[Stored data entries]
• • • • •
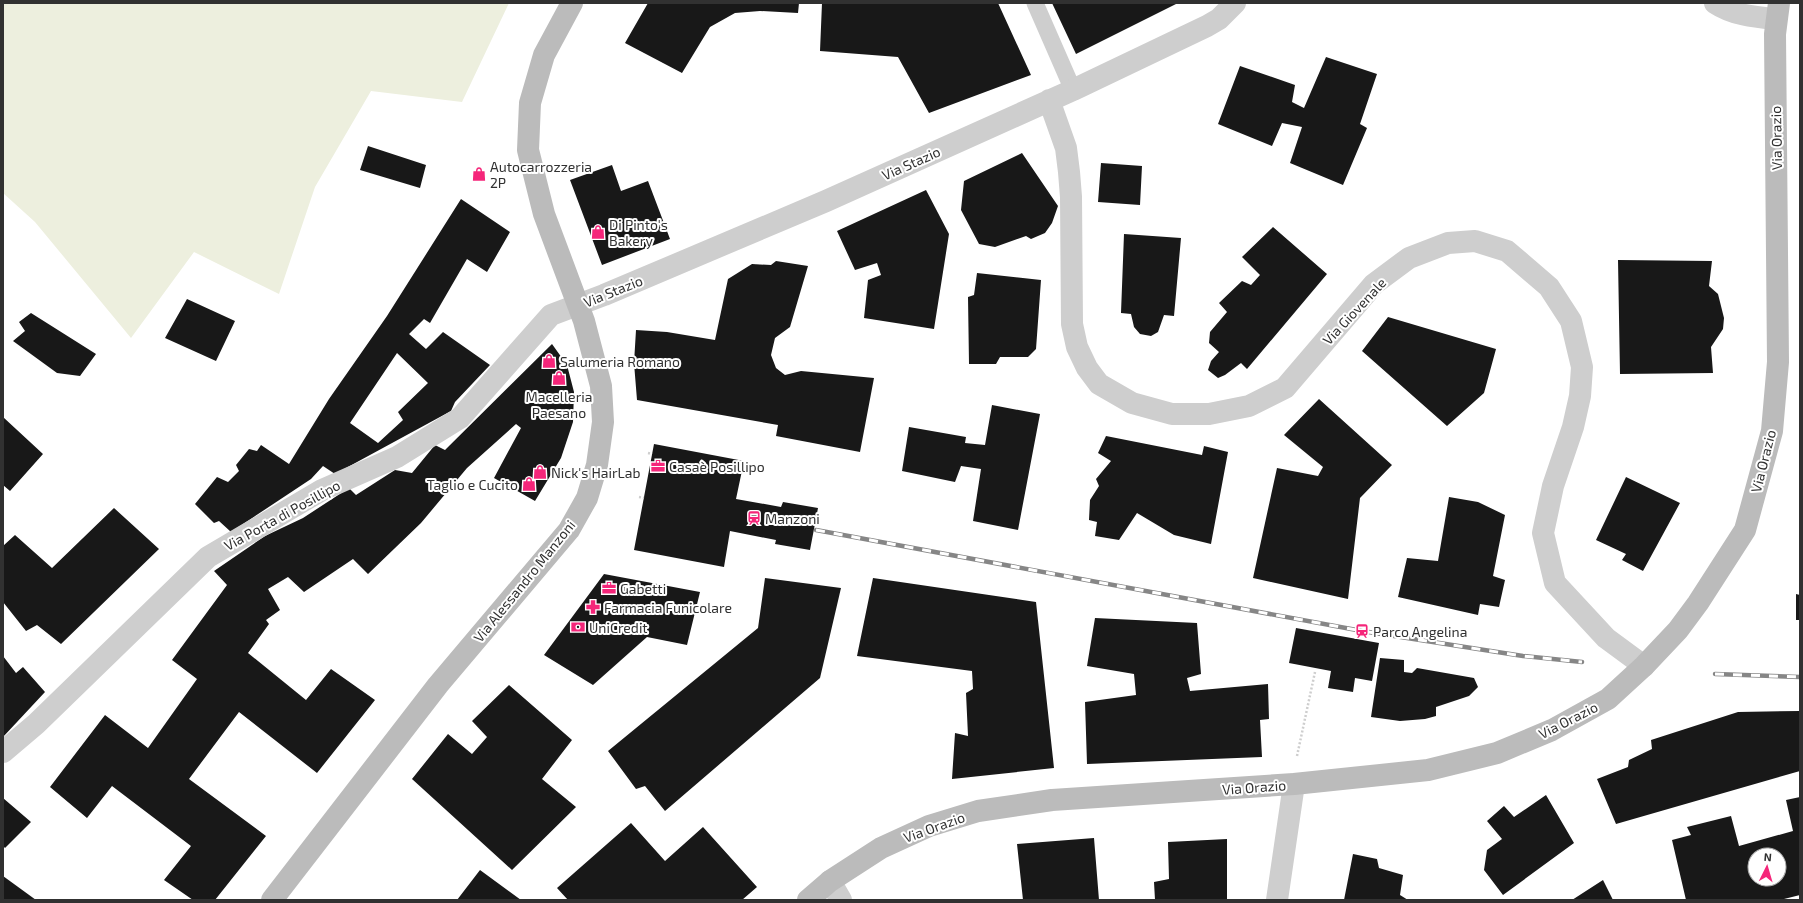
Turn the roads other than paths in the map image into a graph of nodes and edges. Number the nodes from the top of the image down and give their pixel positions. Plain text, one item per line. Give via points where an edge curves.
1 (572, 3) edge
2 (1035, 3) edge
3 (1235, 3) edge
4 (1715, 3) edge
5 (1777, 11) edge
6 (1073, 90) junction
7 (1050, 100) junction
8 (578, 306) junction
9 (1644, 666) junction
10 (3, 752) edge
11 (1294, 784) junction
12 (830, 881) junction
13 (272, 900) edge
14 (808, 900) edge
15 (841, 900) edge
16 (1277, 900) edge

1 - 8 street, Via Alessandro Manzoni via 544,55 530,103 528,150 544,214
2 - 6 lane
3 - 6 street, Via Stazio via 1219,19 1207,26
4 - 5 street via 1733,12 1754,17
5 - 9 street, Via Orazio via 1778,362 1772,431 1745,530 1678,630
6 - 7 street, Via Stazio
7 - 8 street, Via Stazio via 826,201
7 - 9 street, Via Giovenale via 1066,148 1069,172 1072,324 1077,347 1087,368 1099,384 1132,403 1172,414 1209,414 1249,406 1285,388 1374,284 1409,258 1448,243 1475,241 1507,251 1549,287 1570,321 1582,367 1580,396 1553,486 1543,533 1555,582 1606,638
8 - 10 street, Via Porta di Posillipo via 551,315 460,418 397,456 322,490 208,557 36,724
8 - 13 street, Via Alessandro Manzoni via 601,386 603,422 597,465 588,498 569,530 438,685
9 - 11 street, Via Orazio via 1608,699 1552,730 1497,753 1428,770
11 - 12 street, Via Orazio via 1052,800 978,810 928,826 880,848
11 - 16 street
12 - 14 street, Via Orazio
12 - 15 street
• • • • •
■ WHAT TO DO ■
Print verbatim every line above, apart from the pictures.

■ RESULT OF THE EXERCISE ■
Turn the roads other than paths in the map image into a graph of nodes and edges. Number the nodes from the top of the image down and give their pixel positions. Plain text, one item per line. Give via points where an edge curves.
1 (572, 3) edge
2 (1035, 3) edge
3 (1235, 3) edge
4 (1715, 3) edge
5 (1777, 11) edge
6 (1073, 90) junction
7 (1050, 100) junction
8 (578, 306) junction
9 (1644, 666) junction
10 (3, 752) edge
11 (1294, 784) junction
12 (830, 881) junction
13 (272, 900) edge
14 (808, 900) edge
15 (841, 900) edge
16 (1277, 900) edge

1 - 8 street, Via Alessandro Manzoni via 544,55 530,103 528,150 544,214
2 - 6 lane
3 - 6 street, Via Stazio via 1219,19 1207,26
4 - 5 street via 1733,12 1754,17
5 - 9 street, Via Orazio via 1778,362 1772,431 1745,530 1678,630
6 - 7 street, Via Stazio
7 - 8 street, Via Stazio via 826,201
7 - 9 street, Via Giovenale via 1066,148 1069,172 1072,324 1077,347 1087,368 1099,384 1132,403 1172,414 1209,414 1249,406 1285,388 1374,284 1409,258 1448,243 1475,241 1507,251 1549,287 1570,321 1582,367 1580,396 1553,486 1543,533 1555,582 1606,638
8 - 10 street, Via Porta di Posillipo via 551,315 460,418 397,456 322,490 208,557 36,724
8 - 13 street, Via Alessandro Manzoni via 601,386 603,422 597,465 588,498 569,530 438,685
9 - 11 street, Via Orazio via 1608,699 1552,730 1497,753 1428,770
11 - 12 street, Via Orazio via 1052,800 978,810 928,826 880,848
11 - 16 street
12 - 14 street, Via Orazio
12 - 15 street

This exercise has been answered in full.